Air forks are infinitely more adjustable.


----------



## Crosstown Stew (Aug 16, 2008)

I prefer air for xc but have heard from people who do more freeriding and dirt jumps they prefer coil. If your upgrading from a rst I think you'll be impressed with whatever you get. If your not looking at a new fork price point, you can usually find good deals in the classifieds around 250 for a good fork and for another 75 get a rebuild kit and oil. 

One thing about air if you ride a lot, RS recommends changing oil every 50hrs and complete rebuild every 100. Fox is a little longer I think but still if you ride a lot, probably a good idea to learn how to rebuild it yourself.


----------



## TheMajor (Sep 13, 2010)

I was in this position in this position a few weeks ago. Basically, I came to the following conclusion:

Air) Light, highly adjustable (can be overly complex), relatively plush,

Coil) a little heavier, simple adjustments (but for major adjustment springs need changing), really plush.

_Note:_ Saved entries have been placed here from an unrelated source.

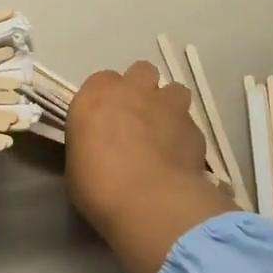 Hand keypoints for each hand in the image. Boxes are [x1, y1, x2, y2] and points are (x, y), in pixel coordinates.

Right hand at [66, 61, 238, 272]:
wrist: (148, 200)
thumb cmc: (97, 184)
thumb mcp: (76, 163)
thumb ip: (90, 144)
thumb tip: (99, 149)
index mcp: (96, 95)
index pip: (101, 81)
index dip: (105, 99)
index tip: (103, 120)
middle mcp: (133, 90)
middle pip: (141, 72)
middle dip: (140, 89)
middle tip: (135, 118)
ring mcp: (168, 105)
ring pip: (173, 90)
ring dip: (168, 106)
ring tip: (162, 133)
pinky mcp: (195, 128)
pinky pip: (190, 124)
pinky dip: (184, 136)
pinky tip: (179, 158) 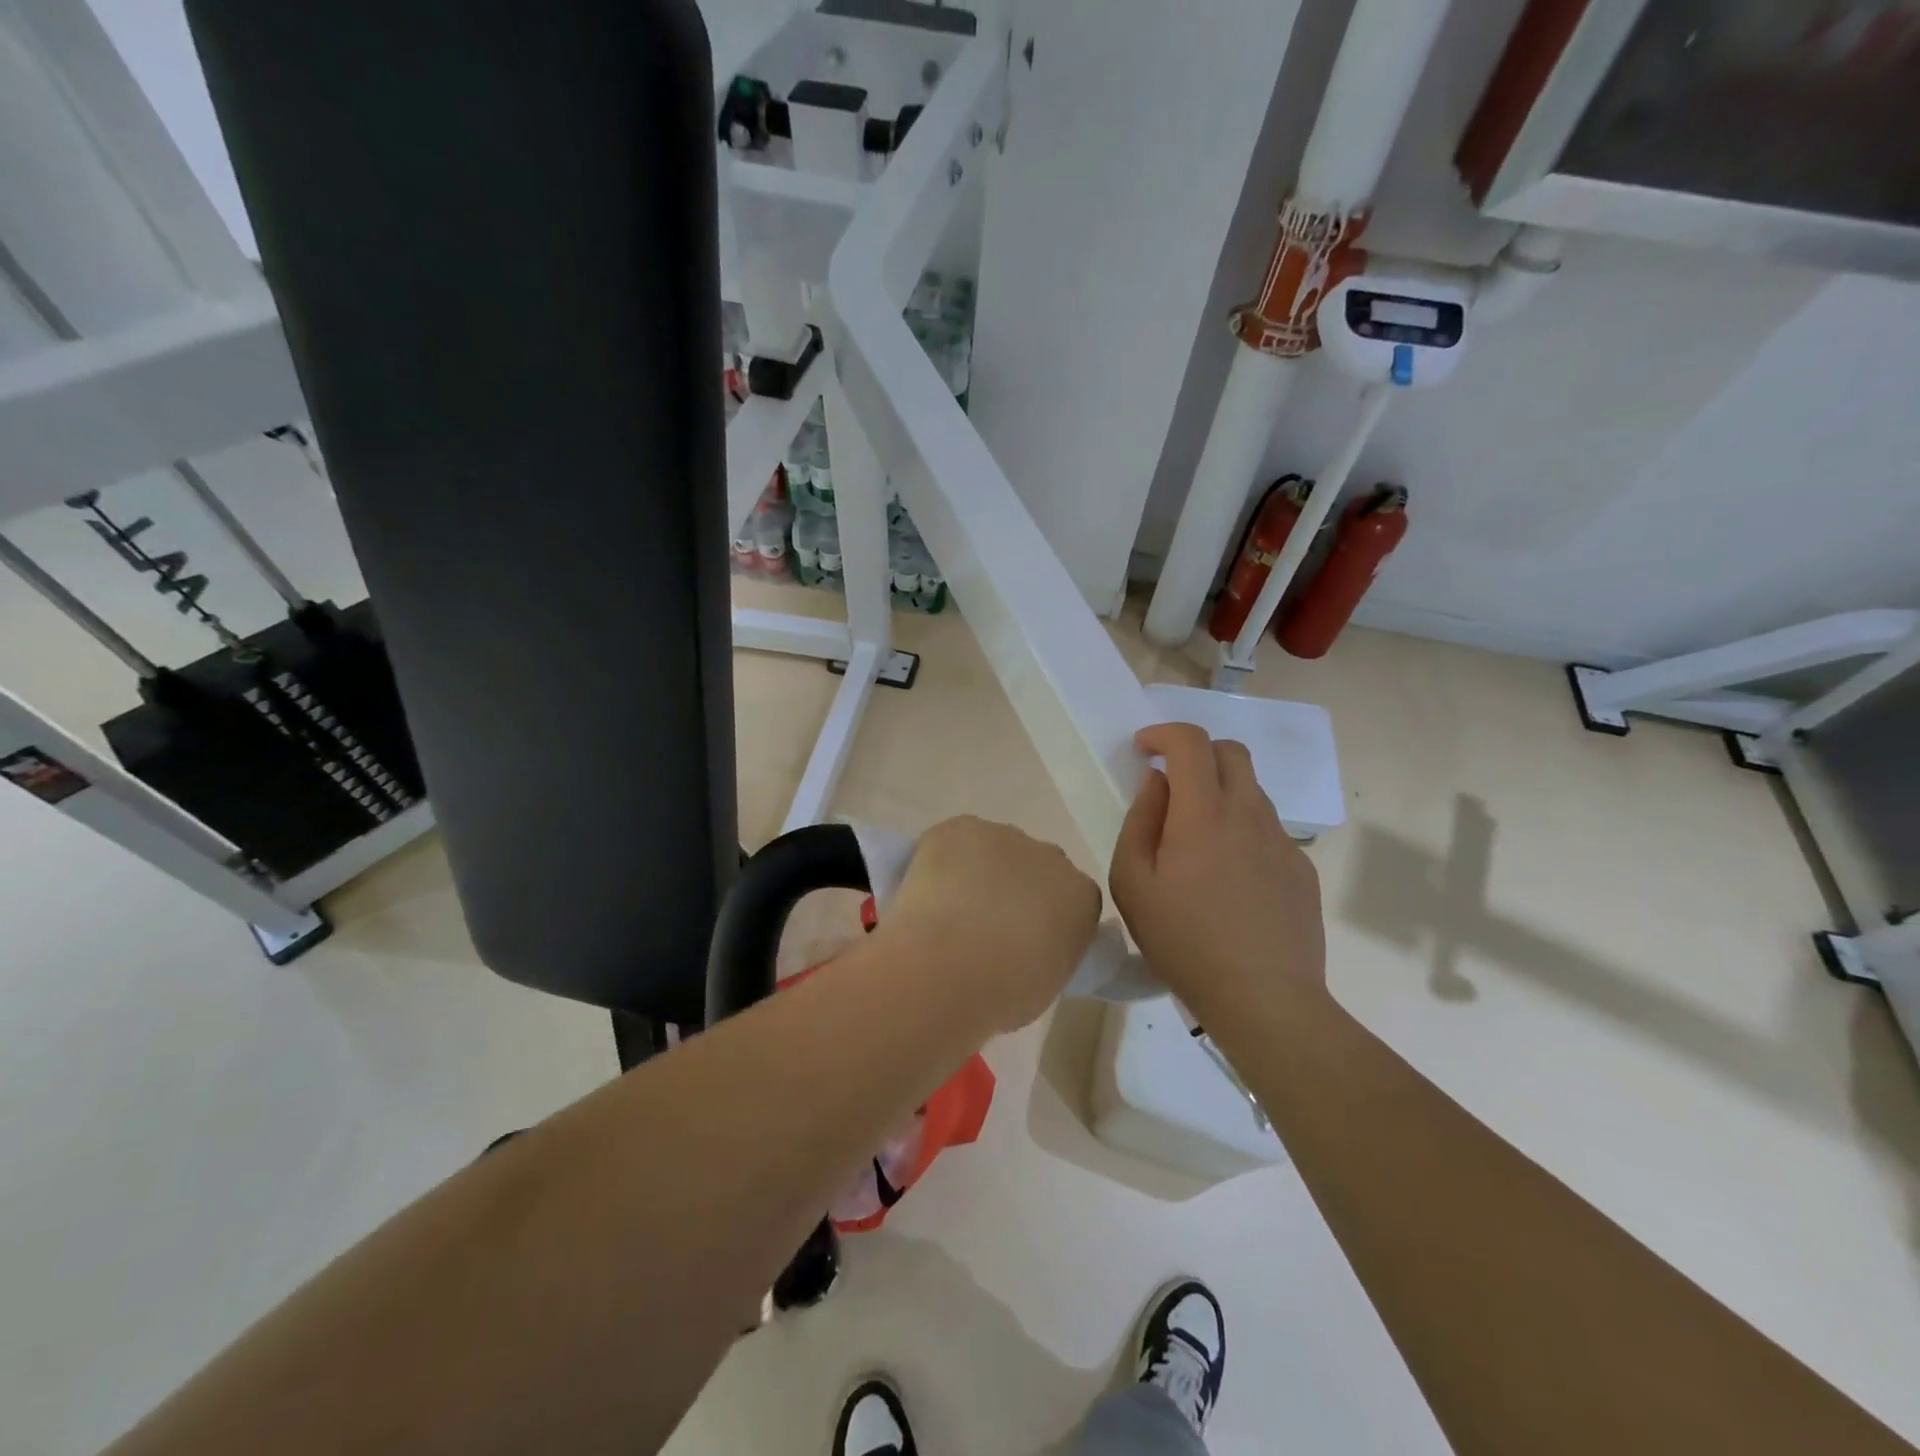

Basically, if you want to ride and not worry about setting and adjusting forks, get coil. If you want a lighter bike and don't mind the extra hassle with adjustment, get air.

I went with coil just because I wanted plush forks that just worked. In the past, coil and air were really different but as the technology developed they became more and more similar. If you go fox you will be happy with either.


----------



## Guest (Oct 25, 2010)

Thanks for all the replies!
What is plush?


----------



## theMeat (Jan 5, 2010)

Plush = Cadillac
Not plush = wrangler


----------



## DBnoob (Oct 6, 2010)

So for trails and off-road not plush is best..LOL


----------



## TheMajor (Sep 13, 2010)

DBnoob said:


> So for trails and off-road not plush is best..LOL


Yeah, I have an off road cadillac for that reason.

Plush means luxurious/expensive/smooth in general. For bikes and suspension, smooth.


----------



## Guest (Oct 25, 2010)

Why would DHers prefer coil? No bottoming out, and really easy to adjust! ???


----------



## cncwhiz (Sep 8, 2010)

I had never run an air fork and heard they were good for heavier riders. Mainly good for versatility in adjustment. Add air for a tighter suspension, remove air to get more travel and plush. Mine are adjusted to wear they almost bottom out but have about 1/2" of clearance before they do. You want to be able to get as much use out of your suspension as possible.

Whatever you do, be advised you will need a shock pump for an air fork. It is a special pump for adding air. Some of the high end forks come with one but most don't from my experience.


----------



## bad news (Jul 12, 2008)

This thread is pretty much the blind leading the blind.

Modern air forks are very good. They are lighter than coil sprung forks and easily adjustable for rider weight and riding style by a quick air pressure change. Hit one hard enough and it will bottom just like everything else.

Coil spung forks are heavier. If you want to change the spring rate to match the rider's weight and style, outside of a small window of adjustment afforded by preload you are buying a new spring. 

So why coil? Coil sprung forks feel different. In my opinion coil is still the king of small bump compliance. Fewer seals, fewer orings, fewer things in general. They also ramp up a little differently as they go through the travel.

I personally like coil sprung stuff. I think it is worth the extra quarter pound. Put more in perspective, all the work that has gone into air stuff has been to make it feel as good as coil.


----------



## Guest (Oct 26, 2010)

How is it possible for air forks to bottom out? You can't compress air to nothing, can you?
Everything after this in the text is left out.